Attention as a Tool of Love – Marginalian

Whatever the underlying reality may be, we live our lives in a concrete reality defined by what we are willing to pay attention to. “An act of pure attention, if you know it, will bring about its own answer,” wrote DH Lawrence. But we live mostly in an area of irresponsibility because there is no pure attention – the area of our attention is bound by a lot of circumstances and is focused on the brain shaped by millions of years of evolutionary needs, many of which have long since developed.
How the brain generates attention and what that means for our relationship with reality is what a British psychiatrist with a philosophical lens says. Iain McGilchrist he takes his greatness, in both senses of the word, to be a book Matter of Things: Our Brains, Our Delusions and the Making of the World (public library) – an investigation of how “the very processes of the brain that succeed in simplifying the world to put it under our control are opposed to truly understanding it,” and how a rich understanding of those processes can be made to live a close and happy and real communion. At its heart is the realization that “the whole is not the sum of its 'parts'” and that “in fact there are no such 'parts', but that they are the art of a certain way of looking at the world.”

Marking his passionate 3,000-page effort to weave together neuropsychology (how our brains shape our perception of reality), epistemology (how we know anything), and metaphysics (our eagerness to remove meaning from basic reality as we try to decipher the nature of the universe) is our ongoing search for awareness of how to perceive the world. You write:
The world we know cannot be completely independent of the mind, nor can it be completely dependent on the mind… What is required is a careful response to something that is real and not us, of which we only have ideas at first, but which comes into being largely through our reaction to it – if we really respond to it. We grow it into what it is; or not. In this there is something of a romantic structure.
This real aspect is what Iris Murdoch had in mind when she saw that “love is the most difficult realization that something outside of you is real,” and what the poet J.
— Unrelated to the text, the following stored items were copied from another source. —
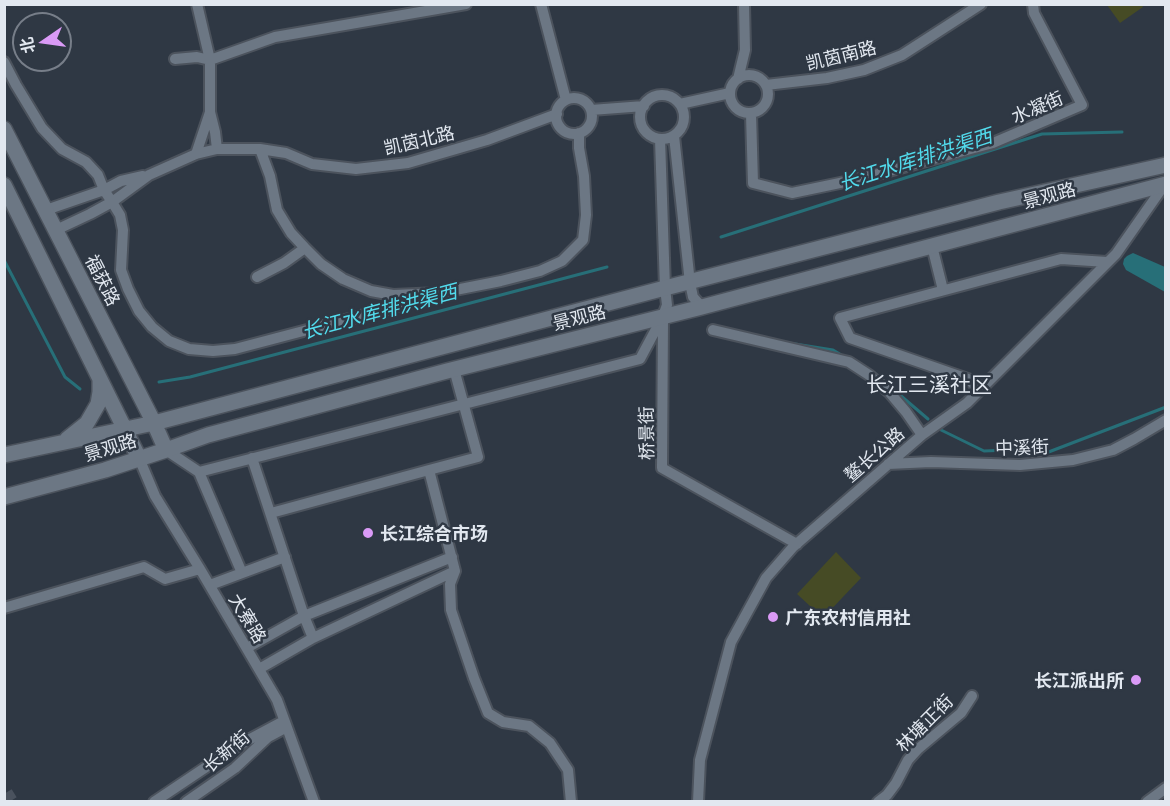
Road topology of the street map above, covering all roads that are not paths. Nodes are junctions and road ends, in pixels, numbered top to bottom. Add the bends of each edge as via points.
1 (197, 4) edge
2 (466, 4) edge
3 (541, 4) edge
4 (744, 4) edge
5 (981, 4) edge
6 (1033, 4) edge
7 (175, 59) dead end
8 (210, 60) junction
9 (4, 62) edge
10 (738, 79) junction
11 (766, 85) junction
12 (730, 93) junction
13 (566, 100) junction
14 (680, 104) junction
15 (644, 106) junction
16 (591, 110) junction
17 (210, 112) junction
18 (557, 114) junction
19 (751, 114) junction
20 (4, 129) edge
21 (579, 134) junction
22 (674, 136) junction
23 (660, 139) junction
24 (217, 149) junction
25 (260, 149) junction
26 (196, 154) junction
27 (1166, 156) edge
28 (1166, 165) edge
29 (1142, 170) junction
30 (149, 175) junction
31 (1165, 184) edge
32 (4, 185) edge
33 (104, 190) junction
34 (112, 202) junction
35 (46, 210) junction
36 (56, 230) junction
37 (932, 246) junction
38 (305, 248) junction
39 (1107, 262) junction
40 (257, 277) dead end
41 (690, 283) junction
42 (665, 288) junction
43 (943, 290) junction
44 (440, 293) junction
45 (702, 307) junction
46 (663, 316) junction
47 (713, 330) dead end
48 (454, 369) junction
49 (100, 378) junction
50 (980, 390) junction
51 (463, 404) junction
52 (1166, 420) edge
53 (154, 423) junction
54 (124, 428) junction
55 (922, 435) junction
56 (65, 441) junction
57 (166, 450) junction
58 (4, 455) edge
59 (139, 458) junction
60 (252, 458) junction
61 (888, 464) junction
62 (429, 470) junction
63 (199, 472) junction
64 (4, 497) edge
65 (270, 513) junction
66 (797, 544) junction
67 (285, 557) junction
68 (452, 557) junction
69 (200, 569) junction
70 (455, 571) junction
71 (242, 573) junction
72 (210, 585) junction
73 (4, 608) edge
74 (304, 616) junction
75 (313, 638) junction
76 (246, 648) junction
77 (259, 669) junction
78 (972, 696) dead end
79 (285, 724) junction
80 (1166, 788) edge
81 (154, 801) edge
82 (186, 801) edge
83 (314, 801) edge
84 (571, 801) edge
85 (698, 801) edge
86 (878, 801) edge
87 (1147, 801) edge

1 - 8 street
2 - 8 street via 275,37
3 - 13 street
4 - 10 street via 745,50
5 - 11 street, 凯茵南路 via 902,55 864,70
6 - 19 street, 水凝街 via 1034,13 1082,105 993,143 792,193 753,183
7 - 8 street
8 - 17 street
9 - 33 street via 42,128 62,149 86,162 98,175
10 - 11 street via 751,75
10 - 12 street
11 - 19 street via 766,103
12 - 14 street
12 - 19 street via 733,106
13 - 16 street via 583,101
13 - 18 street
14 - 15 street via 661,95
14 - 22 street via 683,124
15 - 16 street
15 - 23 street via 643,127
16 - 21 street via 591,122
17 - 24 street
17 - 26 street
18 - 21 street via 563,130
18 - 25 street, 凯茵北路 via 408,163 356,169 312,164 286,153
20 - 35 main road, 福获路
21 - 44 street via 586,215 583,240 562,261 540,271
22 - 23 street
22 - 41 street
23 - 42 street
24 - 25 street, 凯茵北路
24 - 26 street, 凯茵北路
25 - 38 street via 277,210
26 - 30 street, 凯茵北路
27 - 29 main road
28 - 29 main road, 景观路
29 - 41 main road, 景观路 via 999,202
30 - 33 street via 121,181
30 - 34 street
31 - 37 main road, 景观路
31 - 39 street, 鳌长公路
32 - 49 main road
33 - 34 street
33 - 35 street
34 - 36 street
34 - 44 street via 123,231 121,270 138,310 169,341 189,349 235,349
35 - 36 main road, 福获路
36 - 53 main road, 福获路
37 - 43 street
37 - 45 main road, 景观路
38 - 40 street
38 - 44 street via 344,279 371,291 393,296
39 - 43 street via 1061,259
39 - 50 street, 鳌长公路
41 - 42 main road, 景观路
41 - 45 street via 693,297
42 - 46 street
42 - 53 main road, 景观路
43 - 50 street via 840,318 850,338 968,380
45 - 46 main road, 景观路
46 - 48 main road, 景观路
46 - 51 street via 640,360
46 - 66 street, 桥景街 via 662,468
47 - 55 street via 849,362 890,393
48 - 51 street
48 - 57 main road, 景观路 via 208,435
49 - 54 main road
49 - 56 main road via 98,404 87,423
50 - 55 street, 鳌长公路
51 - 60 street
51 - 62 street via 478,457
52 - 61 street, 中溪街 via 1113,450 1074,460 1020,465
53 - 54 main road, 景观路
53 - 57 main road, 福获路
54 - 56 main road, 景观路
54 - 59 main road
55 - 61 street, 鳌长公路
56 - 58 main road, 景观路
57 - 59 main road, 景观路
57 - 63 street
59 - 64 main road, 景观路
59 - 69 street, 大寮路 via 154,496
60 - 63 street
60 - 65 street
61 - 66 street, 鳌长公路
62 - 65 street
62 - 68 street
63 - 71 street
65 - 67 street
66 - 85 street, 鳌长公路 via 766,578 731,642 700,760
67 - 71 street
67 - 74 street
68 - 70 street
68 - 74 street
69 - 72 street, 大寮路
69 - 73 street via 165,579 144,567
70 - 75 street
70 - 84 street via 450,584 451,610 488,713 503,722 529,726 550,743 568,770
71 - 72 street
72 - 76 street, 大寮路
74 - 75 street
74 - 76 street
75 - 77 street
76 - 77 street, 大寮路
77 - 79 street, 大寮路 via 277,700
78 - 86 street, 林塘正街 via 961,712 908,760 896,783
79 - 81 street via 239,745
79 - 82 street, 长新街 via 235,768
79 - 83 street, 大寮路
80 - 87 street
McGilchrist looks at how our attention shapes our reality and becomes the beating heart with which we love the world:
It illuminates all parts as the parts can illuminate the whole… The world we experience – the only one we know – is affected by the kind of attention we give to it.
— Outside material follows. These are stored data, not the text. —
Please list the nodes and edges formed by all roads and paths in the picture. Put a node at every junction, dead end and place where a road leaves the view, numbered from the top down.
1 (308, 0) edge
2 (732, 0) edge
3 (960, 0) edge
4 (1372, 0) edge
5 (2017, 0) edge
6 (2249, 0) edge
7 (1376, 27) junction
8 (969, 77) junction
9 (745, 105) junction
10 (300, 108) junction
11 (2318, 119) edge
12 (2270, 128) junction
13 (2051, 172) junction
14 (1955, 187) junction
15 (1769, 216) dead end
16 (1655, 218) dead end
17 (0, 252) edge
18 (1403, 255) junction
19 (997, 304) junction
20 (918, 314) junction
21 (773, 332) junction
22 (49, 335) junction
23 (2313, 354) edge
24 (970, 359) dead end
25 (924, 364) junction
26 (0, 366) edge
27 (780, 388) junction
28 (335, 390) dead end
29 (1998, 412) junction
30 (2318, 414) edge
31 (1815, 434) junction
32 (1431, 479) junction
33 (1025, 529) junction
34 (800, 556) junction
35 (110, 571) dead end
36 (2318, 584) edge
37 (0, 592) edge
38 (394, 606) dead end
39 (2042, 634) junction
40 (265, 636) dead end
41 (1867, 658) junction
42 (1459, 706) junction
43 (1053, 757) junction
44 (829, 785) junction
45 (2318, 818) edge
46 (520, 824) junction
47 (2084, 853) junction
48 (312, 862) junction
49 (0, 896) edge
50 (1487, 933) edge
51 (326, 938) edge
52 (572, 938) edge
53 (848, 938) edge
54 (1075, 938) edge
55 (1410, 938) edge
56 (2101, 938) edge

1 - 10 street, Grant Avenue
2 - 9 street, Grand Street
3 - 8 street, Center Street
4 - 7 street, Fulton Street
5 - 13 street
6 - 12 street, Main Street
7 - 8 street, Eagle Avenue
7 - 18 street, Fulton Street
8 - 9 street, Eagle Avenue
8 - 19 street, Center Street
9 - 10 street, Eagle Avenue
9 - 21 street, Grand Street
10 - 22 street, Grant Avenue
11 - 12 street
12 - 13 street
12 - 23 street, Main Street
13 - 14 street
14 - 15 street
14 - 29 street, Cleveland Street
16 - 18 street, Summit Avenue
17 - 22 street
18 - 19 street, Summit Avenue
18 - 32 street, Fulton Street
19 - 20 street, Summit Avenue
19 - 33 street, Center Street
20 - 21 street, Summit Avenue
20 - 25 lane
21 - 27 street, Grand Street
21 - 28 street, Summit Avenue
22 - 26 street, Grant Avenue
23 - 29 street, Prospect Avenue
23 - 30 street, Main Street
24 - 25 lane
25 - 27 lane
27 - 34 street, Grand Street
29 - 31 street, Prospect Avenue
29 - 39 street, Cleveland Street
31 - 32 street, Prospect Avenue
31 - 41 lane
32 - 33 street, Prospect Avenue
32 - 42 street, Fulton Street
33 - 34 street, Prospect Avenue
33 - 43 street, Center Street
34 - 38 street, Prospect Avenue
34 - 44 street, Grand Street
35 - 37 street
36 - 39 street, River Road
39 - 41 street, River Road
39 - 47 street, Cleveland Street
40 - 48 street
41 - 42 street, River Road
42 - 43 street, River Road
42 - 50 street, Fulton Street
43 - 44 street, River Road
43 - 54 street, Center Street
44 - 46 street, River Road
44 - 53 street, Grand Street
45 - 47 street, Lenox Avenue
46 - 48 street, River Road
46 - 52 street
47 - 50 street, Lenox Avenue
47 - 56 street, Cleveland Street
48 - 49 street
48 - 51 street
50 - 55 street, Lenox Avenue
Defining attention as “the way our awareness is oriented toward whatever else is present,” he writes:
The choice we make in how we dispose of our consciousness is the ultimate creative act: it gives the world what it is. Therefore, it is a moral action: it has consequences.
A century after William James insisted that our experience is what we agree to care about, and two generations after Simone Weil asserted that “attention is a rare and pure form of giving,” McGilchrist adds:
Attention changes the world. How you take care of it changes what you get there. What you get then controls the kind of attention you will think you should pay in the future. And so it is that the world you know (which will not be exactly the same as my world) is “reinforced” – and brought into being.
[…]
Attention is not just another “cognitive activity”: it is… the condition that human consciousness acquires in relation to the world. Absent, present, connected, involved, isolated, sensitive, wide or narrow, solid or fragmentary, and therefore has the power to change whatever it encounters. Since our consciousness plays a role in what happens, the game of attention can create and destroy, but it never leaves its object unchanged. So how you take care of something – or not take care of it – is very important.
In most of the remaining time A Story About ThingsMcGilchrist goes on to explore how “the type, and level, and extent, of attention we pay changes the nature of the world we experience,” which is largely shaped by the difference between the way the two hemispheres of the brain pay attention — “narrow-beam, focused attention” on the left, “broad, continuous vigilance” on the right. Fill this piece of yours with Mary Oliver with attention and love, then revisit brilliant scientist Alexandra Horowitz's field guide to eleven ways to pay attention to life's everyday miracles.